But less well known is gazundering, an immoral practice, becoming increasingly frequent. This is when a sale that has been negotiated, has reached the point of an exchange of contracts, when it is reneged on.  At this very last moment, the buyer substantially reduces their offer, for some spurious reason.  A common excuse is that some works they were proposing to carry out turned out to be much more costly than they had envisaged. However, these costs would have in fact been investigated before a purchase price was agreed. This happens, usually when they know that the Seller is vulnerable or desperate to sell. However, this should not be confused with re-negotiations that may need to take place, following previously unknown matters, brought to light following a survey.
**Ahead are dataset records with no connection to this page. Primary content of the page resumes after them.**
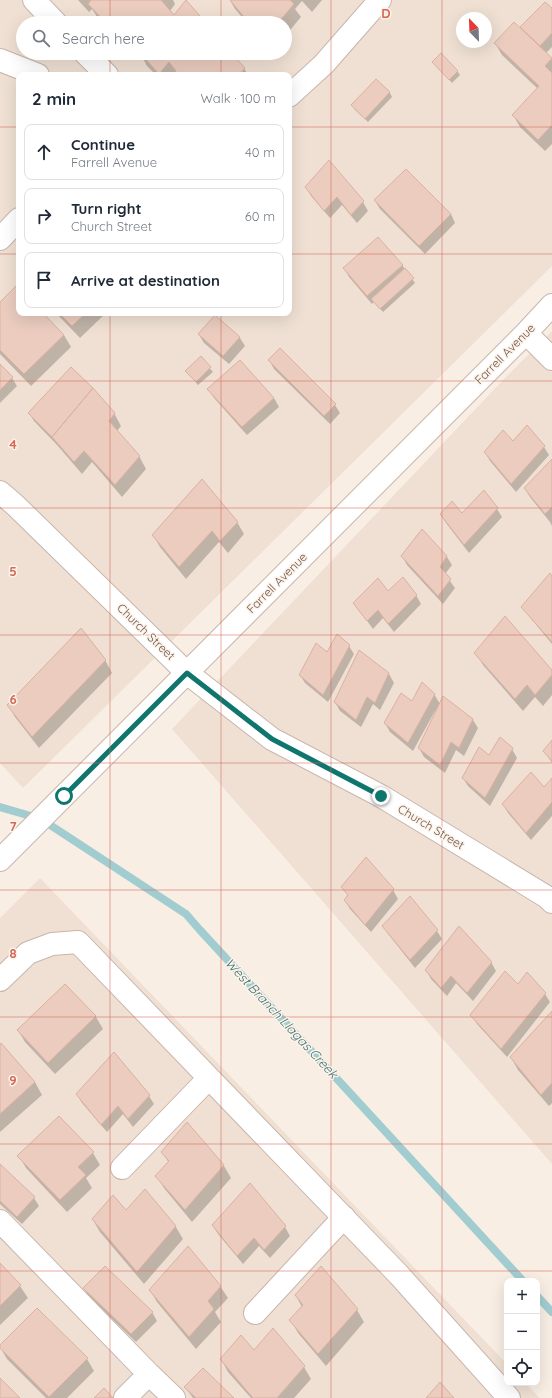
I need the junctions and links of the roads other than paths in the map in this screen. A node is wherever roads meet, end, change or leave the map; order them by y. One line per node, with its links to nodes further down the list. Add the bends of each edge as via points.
1 (34, 0): 3 (street)
2 (380, 0): 8 (street, via 324,64)
3 (49, 16)
4 (0, 60): 6 (street)
5 (92, 60): 7 (street)
6 (30, 72)
7 (104, 72)
8 (292, 93)
9 (16, 222): 10 (street)
10 (0, 239)
11 (552, 306): 12 (street, Farrell Avenue)
12 (526, 333): 13 (street); 15 (street, Farrell Avenue)
13 (552, 359)
14 (0, 492): 15 (street, Church Street, via 16,504)
15 (187, 673): 16 (street, Farrell Avenue); 17 (street, Church Street, via 272,739 381,796)
16 (0, 860)
17 (550, 897)
18 (0, 980): 19 (street, via 28,953 52,944 78,942)
19 (209, 1078): 20 (street); 21 (street)
20 (122, 1168)
21 (344, 1217): 23 (street); 27 (street, via 399,1274)
22 (0, 1221): 24 (street)
23 (255, 1313)
24 (149, 1374): 25 (street); 26 (street)
25 (125, 1398)
26 (174, 1398)
27 (509, 1398)

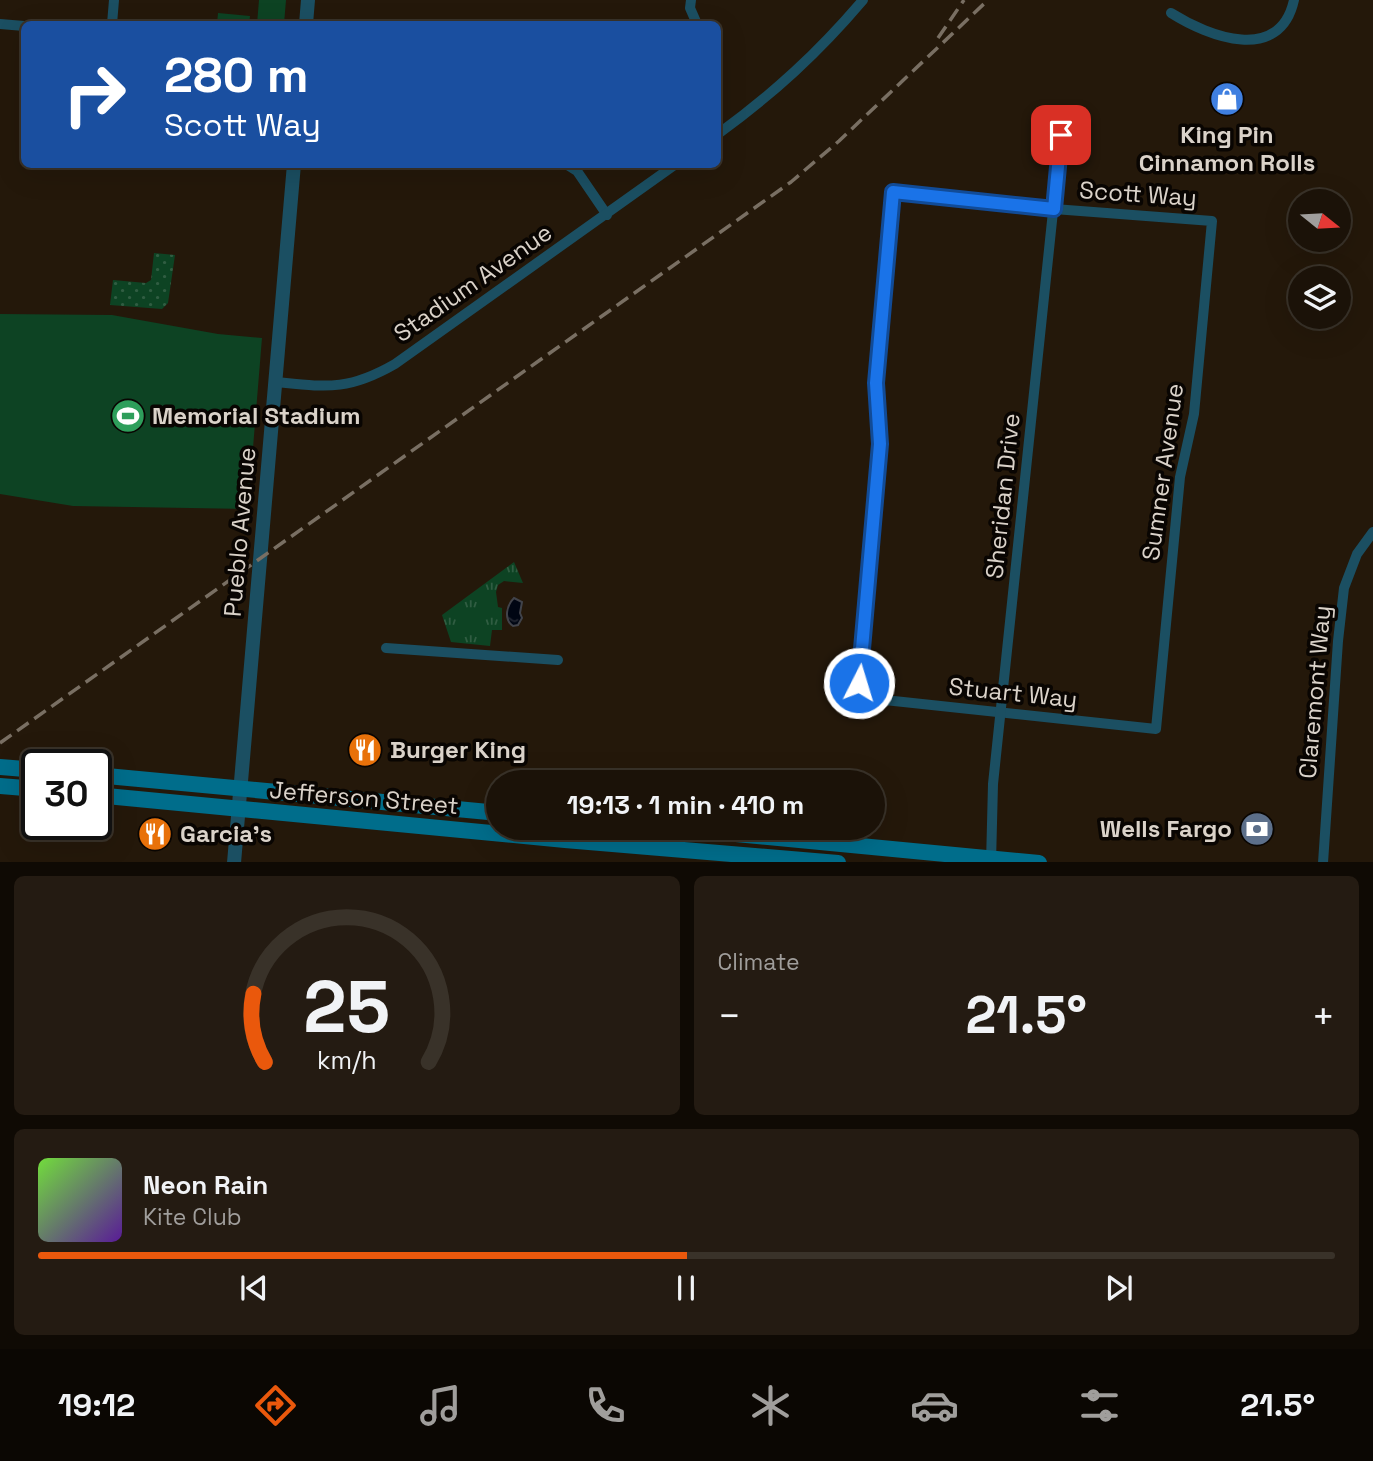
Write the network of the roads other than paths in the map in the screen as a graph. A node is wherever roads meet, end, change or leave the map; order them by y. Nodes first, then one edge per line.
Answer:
1 (114, 0) edge
2 (308, 0) edge
3 (691, 0) edge
4 (863, 0) edge
5 (1294, 0) edge
6 (1171, 13) dead end
7 (112, 21) edge
8 (306, 21) edge
9 (696, 21) edge
10 (0, 24) edge
11 (21, 26) edge
12 (721, 132) edge
13 (1061, 135) dead end
14 (294, 168) edge
15 (572, 168) edge
16 (671, 168) edge
17 (1054, 209) junction
18 (607, 215) junction
19 (1212, 221) joint
20 (275, 382) junction
21 (1373, 533) edge
22 (386, 648) dead end
23 (558, 660) dead end
24 (866, 698) joint
25 (1001, 713) junction
26 (1156, 729) joint
27 (0, 767) edge
28 (21, 769) edge
29 (112, 776) edge
30 (0, 786) edge
31 (21, 788) edge
32 (240, 788) junction
33 (112, 797) edge
34 (238, 810) junction
35 (486, 812) edge
36 (792, 840) edge
37 (991, 860) edge
38 (234, 862) edge
39 (827, 862) edge
40 (1024, 862) edge
41 (1323, 862) edge

1 - 7 street
2 - 8 street
3 - 9 street
4 - 12 street
5 - 6 street
10 - 11 street
13 - 17 street, Sheridan Drive
14 - 20 street, Pueblo Avenue
15 - 18 street
16 - 18 street, Stadium Avenue
17 - 19 street, Scott Way
17 - 24 street, Scott Way
17 - 25 street, Sheridan Drive
18 - 20 street, Stadium Avenue
19 - 26 street, Sumner Avenue
20 - 32 street, Pueblo Avenue
21 - 41 street, Claremont Way
22 - 23 street
24 - 25 street, Stuart Way
25 - 26 street, Stuart Way
25 - 37 street, Sheridan Drive
27 - 28 main road
29 - 32 main road, Jefferson Street
30 - 31 main road
32 - 34 street, Pueblo Avenue
32 - 35 main road, Jefferson Street
33 - 34 main road, Jefferson Street
34 - 38 street, Pueblo Avenue
34 - 39 main road, Jefferson Street
36 - 37 main road
37 - 40 main road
There are however certain things that you can do to reduce the chances of gazundering happening and to prepare yourself, on what to do in such circumstances.
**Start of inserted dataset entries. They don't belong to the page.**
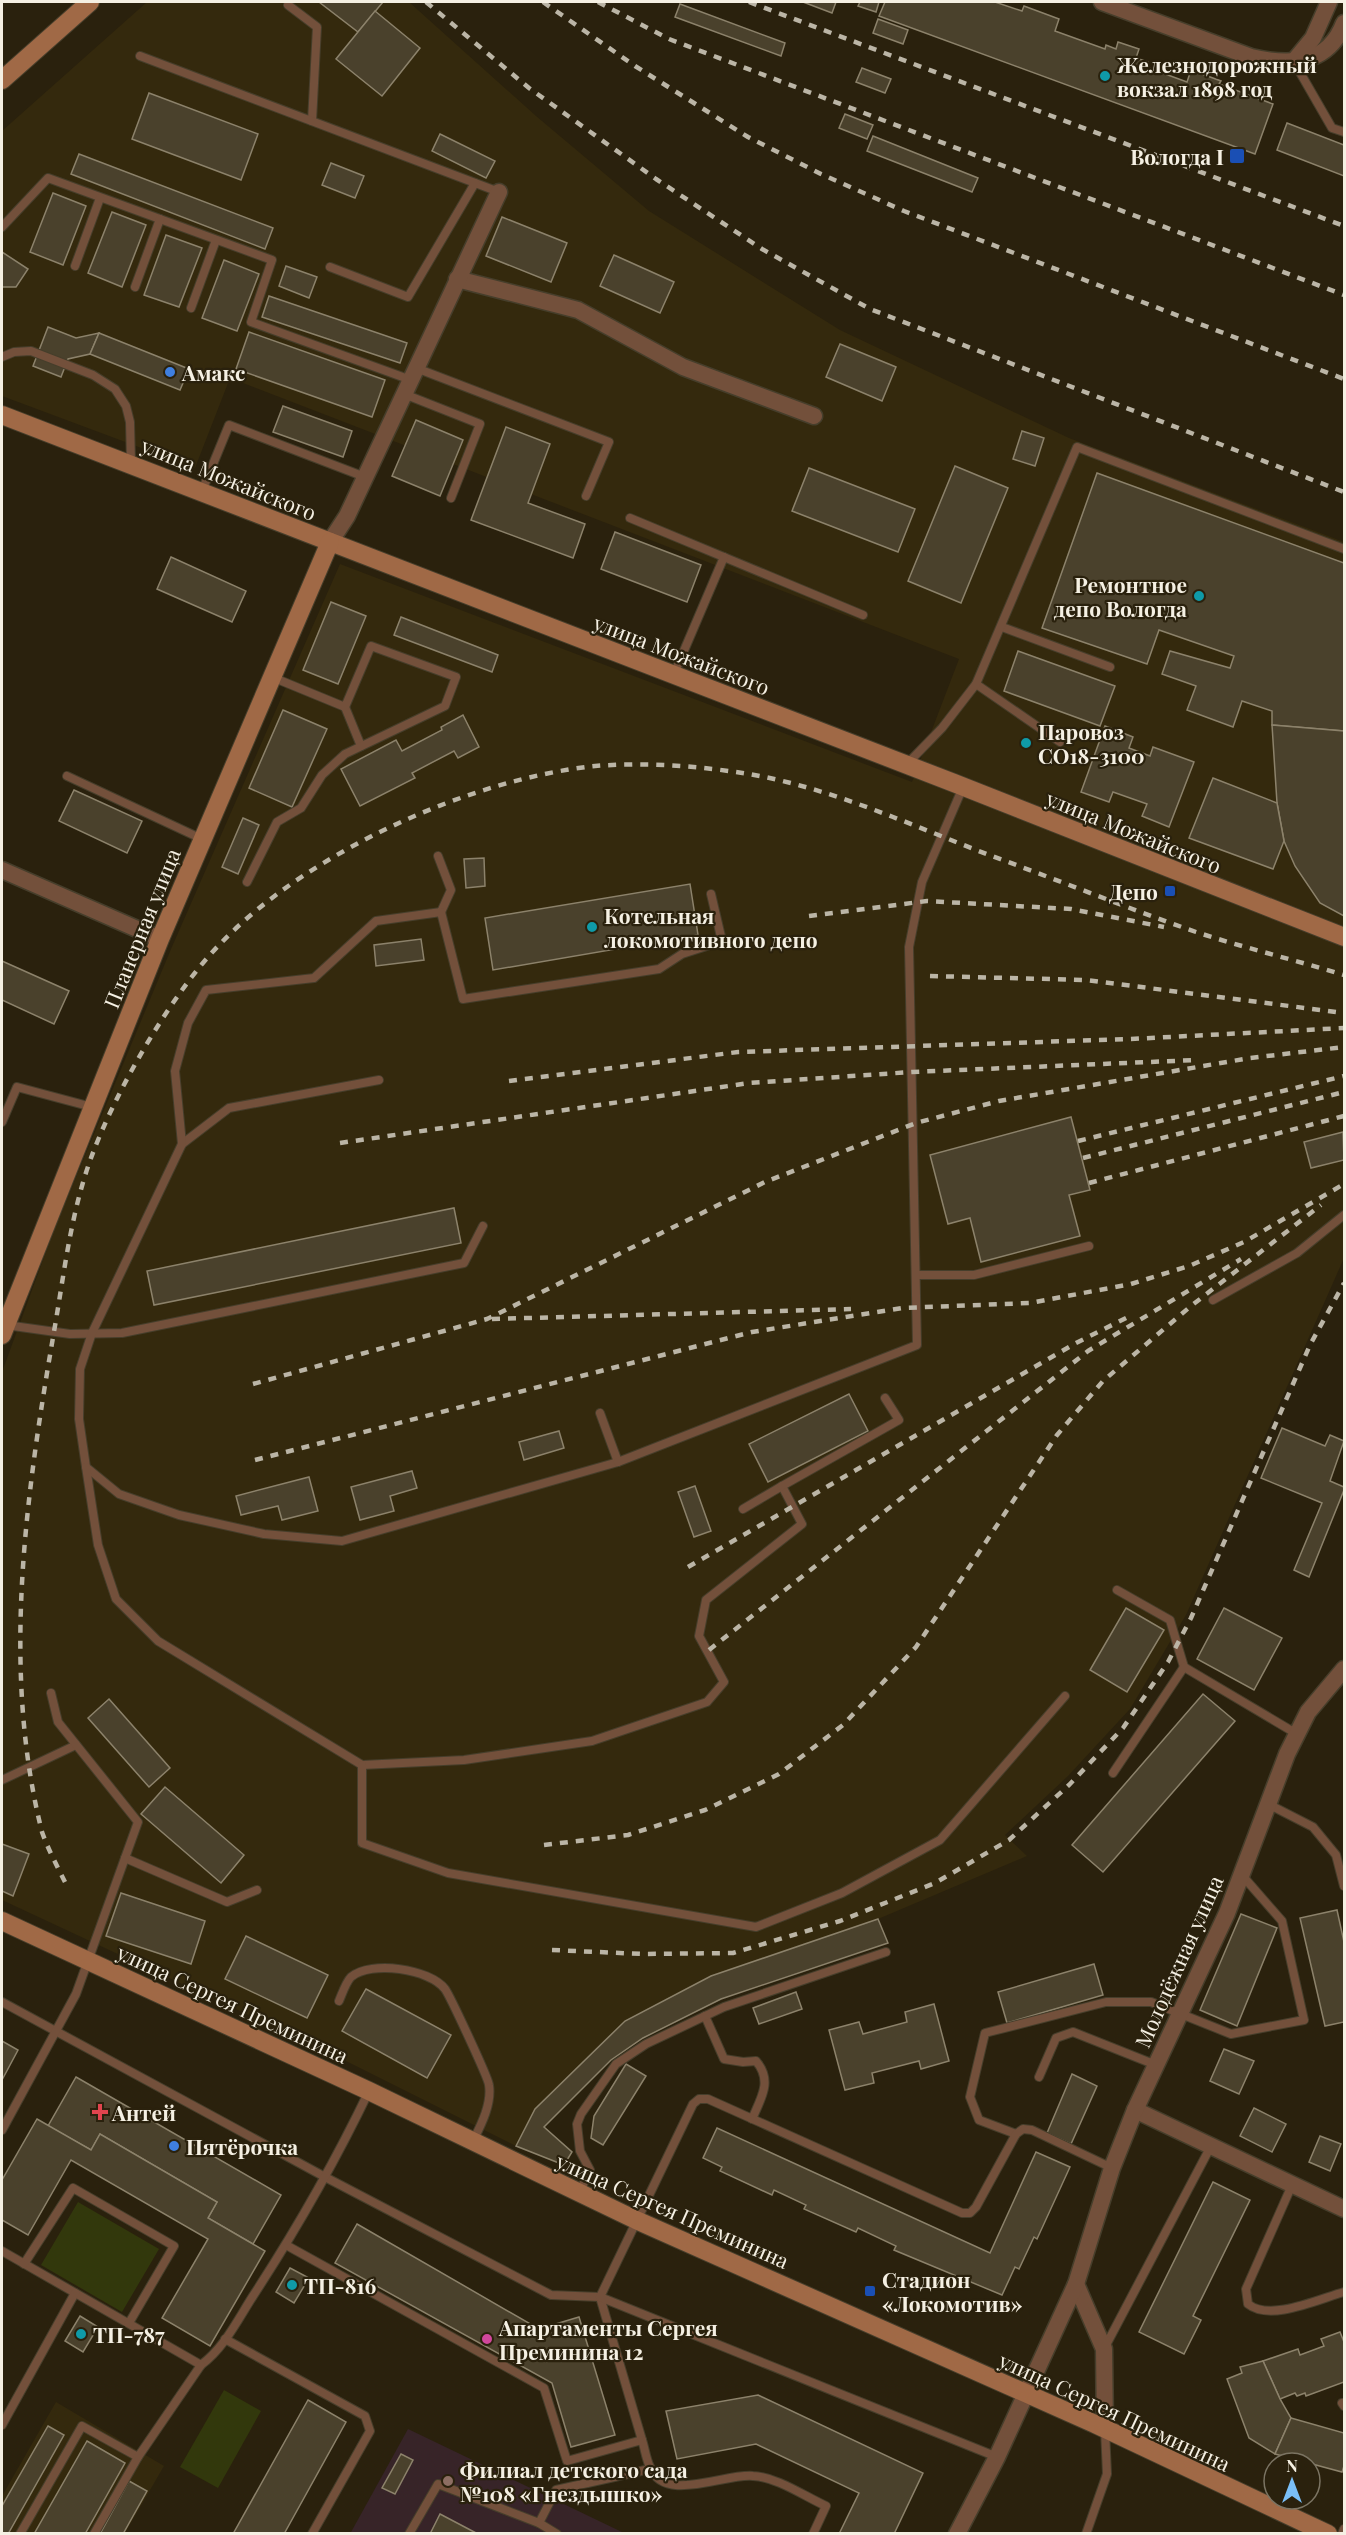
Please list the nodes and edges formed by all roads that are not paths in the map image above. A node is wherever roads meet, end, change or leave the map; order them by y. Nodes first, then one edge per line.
1 (90, 2) edge
2 (1102, 2) edge
3 (1329, 2) edge
4 (288, 5) dead end
5 (1344, 22) edge
6 (140, 56) dead end
7 (1294, 62) junction
8 (2, 80) edge
9 (312, 121) junction
10 (1344, 132) edge
11 (475, 183) junction
12 (499, 192) joint
13 (100, 198) junction
14 (160, 219) junction
15 (2, 227) edge
16 (216, 240) junction
17 (75, 266) dead end
18 (330, 267) dead end
19 (458, 279) junction
20 (135, 287) dead end
21 (191, 309) dead end
22 (2, 357) edge
23 (410, 381) junction
24 (2, 415) edge
25 (814, 416) dead end
26 (131, 464) junction
27 (365, 477) junction
28 (202, 491) junction
29 (586, 496) dead end
30 (451, 498) dead end
31 (630, 518) dead end
32 (330, 542) junction
33 (1344, 549) edge
34 (724, 556) junction
35 (863, 615) dead end
36 (1002, 627) junction
37 (1110, 667) dead end
38 (674, 675) junction
39 (271, 677) junction
40 (976, 684) junction
41 (345, 707) junction
42 (1060, 742) dead end
43 (361, 746) junction
44 (906, 765) junction
45 (67, 776) dead end
46 (963, 787) junction
47 (202, 839) junction
48 (438, 855) dead end
49 (2, 870) edge
50 (247, 882) dead end
51 (711, 894) dead end
52 (441, 912) junction
53 (1344, 937) edge
54 (160, 939) junction
55 (379, 1080) dead end
56 (93, 1107) junction
57 (2, 1122) edge
58 (182, 1144) junction
59 (1344, 1215) edge
60 (483, 1226) dead end
61 (1089, 1246) dead end
62 (916, 1275) junction
63 (1213, 1300) dead end
64 (3, 1330) edge
65 (92, 1333) junction
66 (885, 1398) dead end
67 (600, 1413) dead end
68 (618, 1462) junction
69 (86, 1467) junction
70 (782, 1486) junction
71 (743, 1509) dead end
72 (1117, 1590) dead end
73 (1184, 1667) junction
74 (1344, 1669) edge
75 (51, 1693) dead end
76 (1065, 1696) dead end
77 (1297, 1734) junction
78 (76, 1745) junction
79 (362, 1765) junction
80 (1113, 1773) dead end
81 (2, 1780) edge
82 (1268, 1804) junction
83 (125, 1858) junction
84 (1241, 1874) junction
85 (1344, 1886) edge
86 (257, 1890) dead end
87 (2, 1921) edge
88 (886, 1952) dead end
89 (88, 1960) junction
90 (339, 2001) dead end
91 (2, 2002) edge
92 (1180, 2014) junction
93 (705, 2016) junction
94 (57, 2030) junction
95 (1156, 2065) junction
96 (1039, 2077) dead end
97 (369, 2091) junction
98 (1136, 2109) junction
99 (752, 2119) junction
100 (2, 2130) edge
101 (1016, 2134) junction
102 (473, 2141) junction
103 (1210, 2146) junction
104 (1112, 2168) junction
105 (325, 2177) junction
106 (1292, 2185) junction
107 (579, 2193) junction
108 (1344, 2209) edge
109 (636, 2220) junction
110 (286, 2245) junction
111 (2, 2251) edge
112 (24, 2264) junction
113 (1076, 2284) junction
114 (1344, 2292) edge
115 (75, 2293) junction
116 (600, 2297) junction
117 (129, 2323) junction
118 (225, 2339) junction
119 (1104, 2349) junction
120 (201, 2365) junction
121 (1024, 2394) junction
122 (2, 2425) edge
123 (1105, 2429) junction
124 (642, 2440) junction
125 (138, 2457) junction
126 (997, 2457) junction
127 (650, 2469) junction
128 (538, 2523) junction
129 (1344, 2529) edge
130 (20, 2534) edge
131 (94, 2534) edge
132 (312, 2534) edge
133 (410, 2534) edge
134 (557, 2534) edge
135 (813, 2534) edge
136 (957, 2534) edge
137 (1086, 2534) edge
138 (1329, 2534) edge
139 (1342, 2534) edge

1 - 8 street
2 - 7 street
3 - 7 street
4 - 9 lane
5 - 7 street
6 - 9 lane
7 - 10 lane
9 - 11 lane
11 - 12 lane
11 - 18 lane
12 - 19 street
13 - 14 lane
13 - 15 lane
13 - 17 lane
14 - 16 lane
14 - 20 lane
16 - 21 lane
16 - 23 lane
19 - 23 street
19 - 25 street
22 - 26 lane
23 - 27 street
23 - 29 lane
23 - 30 lane
24 - 26 street, улица Можайского
26 - 28 street, улица Можайского
27 - 28 lane
27 - 32 street
28 - 32 street, улица Можайского
31 - 34 lane
32 - 38 street, улица Можайского
32 - 39 street, Планерная улица
33 - 36 lane
34 - 35 lane
34 - 38 lane
36 - 37 lane
36 - 40 lane
38 - 44 street, улица Можайского
39 - 41 lane
39 - 47 street, Планерная улица
40 - 42 lane
40 - 44 lane
41 - 43 lane
41 - 43 lane
43 - 50 lane
44 - 46 street, улица Можайского
45 - 47 lane
46 - 53 street, улица Можайского
46 - 62 lane
47 - 54 street, Планерная улица
48 - 52 lane
49 - 54 street
51 - 52 lane
52 - 58 lane
54 - 56 street, Планерная улица
55 - 58 lane
56 - 57 lane
56 - 64 street, Планерная улица
58 - 65 lane
59 - 63 lane
60 - 65 lane
61 - 62 lane
62 - 68 lane
64 - 65 lane
65 - 69 lane
66 - 70 lane
67 - 68 lane
68 - 69 lane
69 - 79 lane
70 - 71 lane
70 - 79 lane
72 - 73 lane
73 - 77 lane
73 - 80 lane
74 - 77 street, Молодёжная улица
75 - 78 lane
76 - 79 lane
77 - 82 street, Молодёжная улица
78 - 81 lane
78 - 83 lane
82 - 84 street, Молодёжная улица
82 - 85 lane
83 - 86 lane
83 - 89 lane
84 - 92 street, Молодёжная улица
84 - 92 lane
87 - 89 street, улица Сергея Преминина
88 - 93 lane
89 - 94 lane
89 - 97 street, улица Сергея Преминина
90 - 102 lane
91 - 94 lane
92 - 95 street, Молодёжная улица
92 - 101 lane
93 - 99 lane
93 - 107 lane
94 - 100 lane
94 - 105 lane
95 - 96 lane
95 - 98 street, Молодёжная улица
97 - 102 street, улица Сергея Преминина
97 - 105 lane
98 - 103 street
98 - 104 street, Молодёжная улица
99 - 101 lane
99 - 109 lane
101 - 104 lane
102 - 107 street, улица Сергея Преминина
103 - 106 street
103 - 119 lane
104 - 113 street, Молодёжная улица
105 - 110 lane
105 - 116 lane
106 - 108 street
106 - 114 lane
107 - 109 street, улица Сергея Преминина
109 - 116 lane
109 - 121 street, улица Сергея Преминина
110 - 118 lane
110 - 124 lane
111 - 112 lane
112 - 115 lane
112 - 117 lane
113 - 119 street
113 - 121 street, Молодёжная улица
115 - 117 lane
115 - 122 lane
116 - 124 lane
116 - 126 lane
117 - 120 lane
118 - 120 lane
118 - 132 lane
119 - 123 street
120 - 125 lane
121 - 123 street, улица Сергея Преминина
121 - 126 street, Молодёжная улица
123 - 137 lane
123 - 138 street, улица Сергея Преминина
124 - 127 lane
125 - 130 lane
125 - 131 lane
126 - 136 street, Молодёжная улица
127 - 128 lane
127 - 135 lane
128 - 133 lane
128 - 134 lane
129 - 139 lane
Firstly, try and build a personal relationship with the purchaser, at which time you may be able to make a judgement of their character.  However, if it does happen, make sure you have an experienced Agent at your side, who can act on your behalf and avoid personal conflict, then hold fast to your agreed price.  Remember that no-one considers buying a property unless they really want it and at that stage, they will have invested in legal fees, survey fees and valuable personal time, when they could have been looking at alternatives. Rely on your Agent to handle matters from there on and be guided by their advice. If there are any negotiations to be considered, they will deal with them for you, but don’t be intimidated by threats to withdraw.  If you prepare yourself for this possibility, you will be better able to face up to it and keep calm. Fortunately, it is not yet a common practice, but unfortunately, it is becoming a growing possibility.